The last thing the protocol must do is support "NAK", which means the recipient got a packet, but it may have been corrupted in some way (possibly due to an attack), so a NAK tells the sender to do a retry. After sending a packet, the sending node must wait some pre-determined time for the ACK or NAK to arrive. This wait is done in Receive mode, which uses much less power than Transmit mode (~60 ma, vs ~200 ma).

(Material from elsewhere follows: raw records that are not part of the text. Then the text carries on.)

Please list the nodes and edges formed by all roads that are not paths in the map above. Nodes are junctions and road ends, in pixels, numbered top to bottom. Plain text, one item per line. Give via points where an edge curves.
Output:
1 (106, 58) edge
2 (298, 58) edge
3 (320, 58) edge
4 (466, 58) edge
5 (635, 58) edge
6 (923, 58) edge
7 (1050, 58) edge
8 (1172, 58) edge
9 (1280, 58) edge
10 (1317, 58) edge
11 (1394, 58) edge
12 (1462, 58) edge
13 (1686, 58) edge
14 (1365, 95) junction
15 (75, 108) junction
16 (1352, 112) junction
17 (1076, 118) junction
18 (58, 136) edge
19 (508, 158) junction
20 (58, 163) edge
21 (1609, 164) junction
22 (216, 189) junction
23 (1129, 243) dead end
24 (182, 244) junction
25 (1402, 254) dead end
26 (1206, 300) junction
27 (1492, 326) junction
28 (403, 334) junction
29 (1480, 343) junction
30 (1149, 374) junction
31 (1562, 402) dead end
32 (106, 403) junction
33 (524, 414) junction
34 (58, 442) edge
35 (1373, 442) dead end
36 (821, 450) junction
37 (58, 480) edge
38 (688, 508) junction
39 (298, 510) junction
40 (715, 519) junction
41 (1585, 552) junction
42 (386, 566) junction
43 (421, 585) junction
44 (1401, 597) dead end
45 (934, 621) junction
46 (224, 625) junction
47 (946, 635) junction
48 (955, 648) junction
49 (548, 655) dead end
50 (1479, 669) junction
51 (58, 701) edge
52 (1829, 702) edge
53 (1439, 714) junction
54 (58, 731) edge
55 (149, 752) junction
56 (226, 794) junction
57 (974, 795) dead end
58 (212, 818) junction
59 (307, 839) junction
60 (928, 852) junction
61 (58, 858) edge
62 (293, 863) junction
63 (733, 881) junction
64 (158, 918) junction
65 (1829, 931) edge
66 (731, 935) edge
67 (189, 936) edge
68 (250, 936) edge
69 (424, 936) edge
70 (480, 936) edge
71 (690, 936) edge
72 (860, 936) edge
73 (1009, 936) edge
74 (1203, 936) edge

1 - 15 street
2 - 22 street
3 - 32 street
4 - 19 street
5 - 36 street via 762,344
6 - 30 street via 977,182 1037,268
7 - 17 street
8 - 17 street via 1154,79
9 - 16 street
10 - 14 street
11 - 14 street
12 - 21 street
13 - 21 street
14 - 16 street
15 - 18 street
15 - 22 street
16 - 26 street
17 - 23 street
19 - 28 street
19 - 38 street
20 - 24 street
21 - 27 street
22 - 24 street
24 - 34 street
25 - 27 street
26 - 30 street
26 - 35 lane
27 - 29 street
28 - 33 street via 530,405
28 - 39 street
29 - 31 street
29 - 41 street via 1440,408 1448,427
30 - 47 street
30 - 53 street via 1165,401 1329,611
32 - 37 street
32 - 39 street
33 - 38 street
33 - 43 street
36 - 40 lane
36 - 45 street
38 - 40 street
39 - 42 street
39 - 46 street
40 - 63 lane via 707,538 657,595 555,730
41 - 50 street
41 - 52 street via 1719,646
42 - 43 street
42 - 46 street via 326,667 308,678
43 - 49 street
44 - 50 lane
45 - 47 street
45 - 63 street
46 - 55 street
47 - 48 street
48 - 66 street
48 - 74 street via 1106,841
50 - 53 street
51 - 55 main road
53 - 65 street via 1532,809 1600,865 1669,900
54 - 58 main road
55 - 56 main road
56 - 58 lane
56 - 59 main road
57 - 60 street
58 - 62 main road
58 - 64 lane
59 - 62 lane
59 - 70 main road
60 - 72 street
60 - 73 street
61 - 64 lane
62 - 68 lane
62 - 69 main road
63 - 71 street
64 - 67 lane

Whew! Clearly, the CPU is going to be busy. Fortunately, when the radio is off ("Modem Sleep") the CPU is still running, and it uses "only" 15ma. So when there is lots of computation to do, it is best to do it with the radio off. Or, conversely, turn the radio on only when needed, but be sure to wait the 3ms radio wakeup/warmup time before sending data.
The only external input device connected to the ESP-01 is a switch that opens when the gate is opened. When the gate opens, the ESP-01 wakes up to send a single packet, then waits up to 1 second for a reply. If the gate isn't opened for 1 hour, the ESP-01 will send an "I'm Still Here!" packet and wait for a reply. In either case, when the ACK is received, the ESP-01 immediately goes back to "sleep" (the kind of sleep isn't yet defined).
To keep things as simple as possible, let's use 3 AA alkaline batteries in series, connected to a 3.3v LDO regulator. Our batteries will be Eveready Energizer AA, which have this datasheet and a nominal 2500 mah rating.
Let's now let's define a "typical day" for our gate: If nothing at all happens, it will wake up 24 times to send "I'm Here!" packets. Let's say the gate is opened an average of 4 times each day. We can view each "open" event as an interruption (and restart) of the one hour "I'm Here!" cycle. Skipping the basic statistics, this means our typical day will see 26 packets sent. And let's assume our transmissions never fail, and that we always get an ACK 100 ms after the packet is sent.
When the ESP-01 wakes (either due to the gate switch or the timeout), it first will power on the radio, and during the 3ms warmup period it will prepare the packet to be sent. Then the packet will be transmitted, which may take 3 ms. Then the ESP-01 listens for the reply, which it sees 100 ms later. After verifying the ACK, the ESP-01 powers off the radio and goes back to "sleep".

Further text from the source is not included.